Kentucky troubadour Tyler Childers is fast on his way to becoming one of country music’s most accomplished miniaturists. His body of work now includes three studio albums that are admirably economical and restrained, 35-minute run times suggesting a classicist approach; meanwhile, his songwriting style puts him in the tradition of the great American short story, little moments and seemingly trivial details giving away grander emotional truths. His latest record, Country Squire, reunites him with producer Sturgill Simpson, and is the most exquisitely detailed album he’s yet made. Baroque is too strong a word, perhaps, but there’s an undeniably rich level of ornamentation to what are essentially hard country songs.
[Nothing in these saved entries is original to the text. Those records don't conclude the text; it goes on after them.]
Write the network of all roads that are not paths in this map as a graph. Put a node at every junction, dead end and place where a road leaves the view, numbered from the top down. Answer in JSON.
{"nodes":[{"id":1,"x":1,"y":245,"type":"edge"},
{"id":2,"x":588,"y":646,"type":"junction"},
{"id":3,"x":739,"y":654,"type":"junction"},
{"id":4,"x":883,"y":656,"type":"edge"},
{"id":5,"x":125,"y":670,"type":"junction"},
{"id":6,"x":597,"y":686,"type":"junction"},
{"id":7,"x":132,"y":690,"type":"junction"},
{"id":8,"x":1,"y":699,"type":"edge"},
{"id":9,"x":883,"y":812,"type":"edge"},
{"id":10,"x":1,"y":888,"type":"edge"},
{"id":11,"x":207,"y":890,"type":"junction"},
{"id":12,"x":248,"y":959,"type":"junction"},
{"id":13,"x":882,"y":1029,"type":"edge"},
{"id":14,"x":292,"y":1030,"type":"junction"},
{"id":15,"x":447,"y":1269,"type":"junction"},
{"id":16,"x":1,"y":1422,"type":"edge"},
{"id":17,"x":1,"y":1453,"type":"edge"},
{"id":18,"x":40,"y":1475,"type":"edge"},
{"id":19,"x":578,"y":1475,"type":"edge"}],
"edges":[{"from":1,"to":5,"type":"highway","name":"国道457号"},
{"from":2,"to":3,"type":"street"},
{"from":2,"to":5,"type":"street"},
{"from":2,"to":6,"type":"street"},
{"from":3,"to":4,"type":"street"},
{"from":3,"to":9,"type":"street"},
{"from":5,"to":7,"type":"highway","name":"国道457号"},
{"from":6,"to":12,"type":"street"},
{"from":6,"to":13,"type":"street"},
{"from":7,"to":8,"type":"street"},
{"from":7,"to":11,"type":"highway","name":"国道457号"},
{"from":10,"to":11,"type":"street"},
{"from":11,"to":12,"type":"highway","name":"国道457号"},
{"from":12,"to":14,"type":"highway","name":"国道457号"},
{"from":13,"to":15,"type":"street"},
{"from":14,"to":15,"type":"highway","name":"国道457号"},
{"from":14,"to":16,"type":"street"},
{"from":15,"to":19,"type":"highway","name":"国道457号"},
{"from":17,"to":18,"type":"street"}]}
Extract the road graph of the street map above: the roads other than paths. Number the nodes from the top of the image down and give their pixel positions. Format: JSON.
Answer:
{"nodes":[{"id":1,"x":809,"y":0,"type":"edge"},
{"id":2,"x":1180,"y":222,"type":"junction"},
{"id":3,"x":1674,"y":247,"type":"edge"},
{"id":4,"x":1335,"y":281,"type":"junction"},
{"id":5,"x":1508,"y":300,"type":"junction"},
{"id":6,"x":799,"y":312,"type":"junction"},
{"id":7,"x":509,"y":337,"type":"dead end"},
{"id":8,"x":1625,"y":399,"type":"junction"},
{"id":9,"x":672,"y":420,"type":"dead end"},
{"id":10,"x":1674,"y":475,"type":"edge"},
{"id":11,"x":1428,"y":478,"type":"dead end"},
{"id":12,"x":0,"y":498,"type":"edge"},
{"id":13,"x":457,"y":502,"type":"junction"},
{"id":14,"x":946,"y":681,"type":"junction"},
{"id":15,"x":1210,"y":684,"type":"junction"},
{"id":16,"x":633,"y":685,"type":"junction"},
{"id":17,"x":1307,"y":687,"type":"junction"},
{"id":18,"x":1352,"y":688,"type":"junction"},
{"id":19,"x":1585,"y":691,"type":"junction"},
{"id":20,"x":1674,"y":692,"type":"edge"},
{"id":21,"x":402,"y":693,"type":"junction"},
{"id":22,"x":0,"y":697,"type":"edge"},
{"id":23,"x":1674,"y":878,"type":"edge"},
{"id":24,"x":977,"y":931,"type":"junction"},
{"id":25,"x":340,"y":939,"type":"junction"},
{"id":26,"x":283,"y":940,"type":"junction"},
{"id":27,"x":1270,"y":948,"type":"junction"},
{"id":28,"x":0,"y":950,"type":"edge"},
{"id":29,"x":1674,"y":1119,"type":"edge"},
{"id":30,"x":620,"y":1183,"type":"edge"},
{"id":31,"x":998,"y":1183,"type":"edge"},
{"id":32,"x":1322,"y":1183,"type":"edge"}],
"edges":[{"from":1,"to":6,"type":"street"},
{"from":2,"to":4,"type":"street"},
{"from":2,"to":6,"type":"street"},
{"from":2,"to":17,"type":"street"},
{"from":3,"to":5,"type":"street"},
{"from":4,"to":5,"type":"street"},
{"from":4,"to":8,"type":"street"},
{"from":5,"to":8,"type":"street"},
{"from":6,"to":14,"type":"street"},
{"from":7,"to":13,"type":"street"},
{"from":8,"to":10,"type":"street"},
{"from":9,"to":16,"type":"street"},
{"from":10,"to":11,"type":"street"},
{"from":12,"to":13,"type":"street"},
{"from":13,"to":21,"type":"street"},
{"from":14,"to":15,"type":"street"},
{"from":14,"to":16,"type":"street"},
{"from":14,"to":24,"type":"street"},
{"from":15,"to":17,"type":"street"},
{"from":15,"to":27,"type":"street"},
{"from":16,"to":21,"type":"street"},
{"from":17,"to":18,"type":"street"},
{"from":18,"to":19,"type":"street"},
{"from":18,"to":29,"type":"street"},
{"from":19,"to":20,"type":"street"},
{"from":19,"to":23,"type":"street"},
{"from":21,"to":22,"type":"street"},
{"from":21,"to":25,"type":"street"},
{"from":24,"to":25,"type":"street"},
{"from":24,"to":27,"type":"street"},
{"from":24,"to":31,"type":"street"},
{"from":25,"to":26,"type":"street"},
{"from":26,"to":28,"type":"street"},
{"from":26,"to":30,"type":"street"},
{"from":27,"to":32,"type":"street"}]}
The title track opens with galloping drums, moaning country steel, and sawing fiddles, a traditional palette that Childers and Sturgill reconfigure in surprising ways: “Gemini” is as jaunty as a barn dance and as twangy as a saloon song, while “House Fire” might as well be a ghost story, for all its dark incantations. Clearly Childers puts a premium on sly eclecticism, and he unfurls his virtuosity so organically that you won’t bat an eye when the album arrives at “All Your’n,” irresistible country-soul. His writing is just as unfussy and just as sharp. The title track is a working-class love song that makes its case through sensory details; Childers locates it just downwind of the paper mill, precisely evocative of small-town malaise. “Ever Lovin’ Hand” contemplates the tragedy of distance; the narrator remembers his beloved not just with his heart, he tells us, but also with the bottle of lotion he finds in the motel. As far as sensitive country songs about masturbation, you can put it on the shelf with Lucinda Williams’ “Right in Time.” And you’ll just have to listen to “Bus Route” to discover how Childers makes it from a childhood remembrance to a dead body getting eaten up by hogs; as ever, the real pleasure is in the details.